American college football season

The 1961 New Hampshire Wildcats football team was an American football team that represented the University of New Hampshire as a member of the Yankee Conference during the 1961 college football season. In its 13th year under head coach Chief Boston, the Wildcats compiled a 3–5 record (1–3 in conference games), outscored opponents by a total of 103 to 101, and finished fourth out of six teams in the Yankee Conference.

The team played its home games at Cowell Stadium in Durham, New Hampshire.

==Schedule==

| Date | Opponent | Site | Result | Attendance | Source |
| September 23 | American International* | Cowell Stadium; Durham, NH; | L 0–6 | 4,000–4,500 |  |
| September 30 | at Dartmouth* | Memorial Field; Hanover, NH (rivalry); | L 3–28 | 10,500 |  |
| October 7 | at Rhode Island | Meade Stadium; Kingston, RI; | W 20–0 | 2,000–3,500 |  |
| October 14 | Maine | Cowell Stadium; Durham, NH (Battle for the Brice–Cowell Musket); | L 6–7 | 7,500–8,500 |  |
| October 28 | Merchant Marine* | Cowell Stadium; Durham, NH; | W 8–7 | 4,000–5,000 |  |
| November 4 | at Connecticut | Memorial Stadium; Storrs, CT; | L 23–30 | 7,400–7,464 |  |
| November 11 | at Springfield* | Springfield, MA | W 36–14 | 2,500–3,300 |  |
| November 18 | UMass | Cowell Stadium; Durham, NH (rivalry); | L 7–9 | 3,800–5,500 |  |
*Non-conference game;

==Statistics==
The 1961 Wildcats tallied 1,615 yards of total offense (202 per game), consisting of 1,032 rushing yards (129 per game) and 583 passing yards (72.9 per game).
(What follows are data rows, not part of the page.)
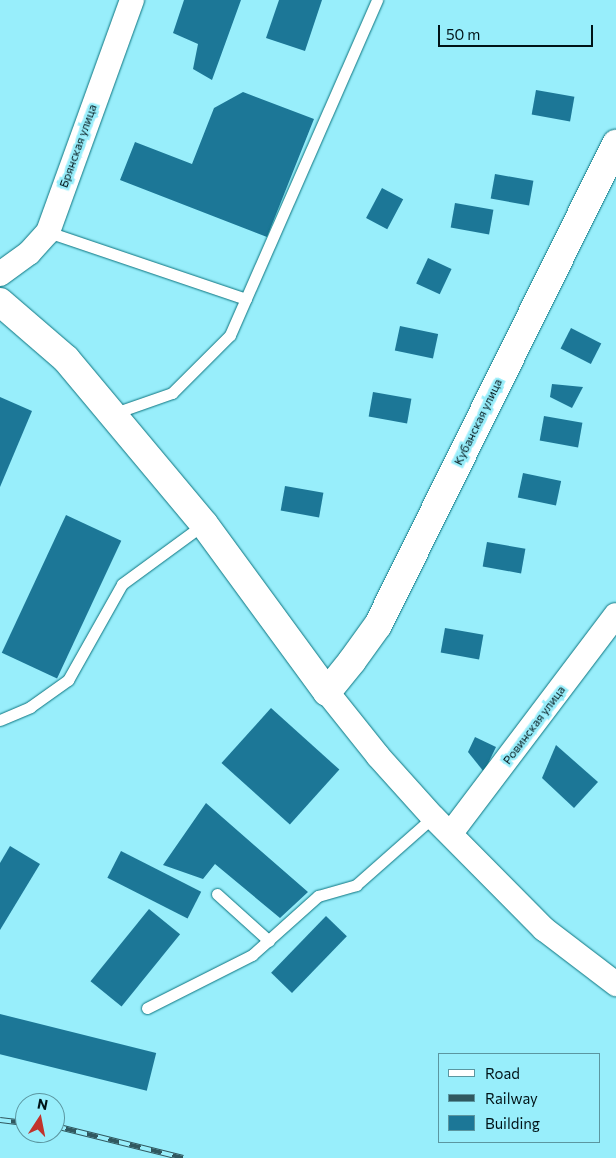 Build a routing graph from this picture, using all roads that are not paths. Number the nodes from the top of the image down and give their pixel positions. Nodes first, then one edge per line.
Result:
1 (132, 0) edge
2 (376, 0) edge
3 (616, 144) edge
4 (48, 232) junction
5 (0, 274) edge
6 (246, 298) junction
7 (0, 302) edge
8 (112, 414) junction
9 (204, 524) junction
10 (616, 615) edge
11 (327, 692) junction
12 (0, 720) edge
13 (433, 817) junction
14 (452, 833) junction
15 (217, 894) dead end
16 (268, 940) junction
17 (616, 984) edge
18 (147, 1008) dead end

1 - 4 street, Брянская улица
2 - 6 lane
3 - 11 street, Кубанская улица
4 - 5 street, Брянская улица
4 - 6 lane
6 - 8 lane
7 - 8 street
8 - 9 street
9 - 11 street
9 - 12 lane
10 - 14 street, Ровинская улица
11 - 13 street
13 - 14 street
13 - 16 lane
14 - 17 street
15 - 16 lane
16 - 18 lane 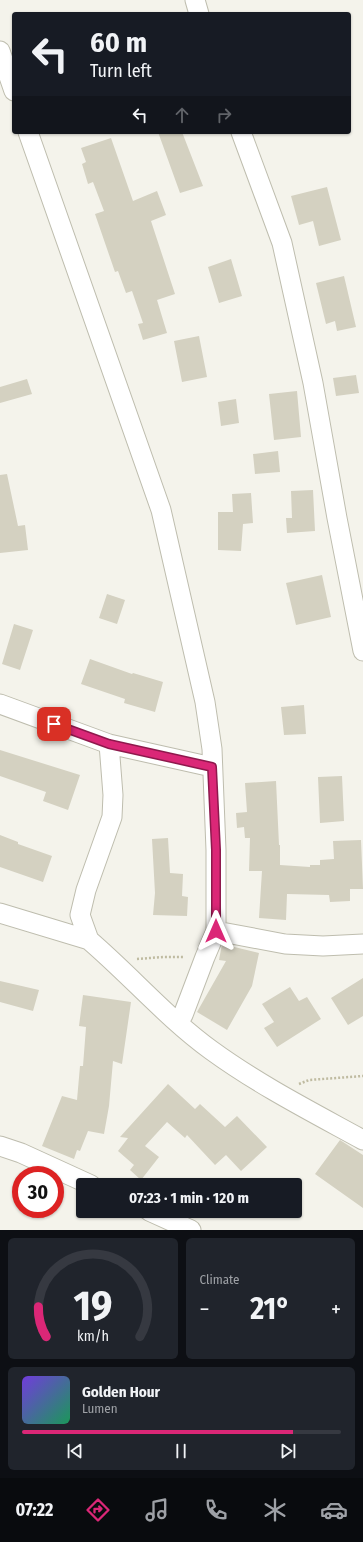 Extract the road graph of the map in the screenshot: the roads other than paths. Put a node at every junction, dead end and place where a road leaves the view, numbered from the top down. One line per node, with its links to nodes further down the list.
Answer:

On defense, they gave up 1,537 yards (192 per game) with 1,050 rushing yards (131.2 per game) and 387 passing yards (48.2 per game).

Quarterback Robert Dickson completed 59 of 139 passes (42.4%) for 560 yards with 11 interceptions and five touchdowns. The leading receiver was end Edward Facey with 19 receptions for 160 yards and one touchdown.

Halfback Richard Mezquita led the team in both rushing (407 yards on 96 carries) and scoring (18 points on three touchdowns). Fullback Charles Beach ranked second in rushing with 184 yards on 34 carries.

==Awards and honors==
Two New Hampshire players received first-team honors on the 1961 All-Yankee Conference football team selected by the conference coaches. The New Hampshire honorees, Paul D'Allesandro and Ed Cramer, were both named at the guard position.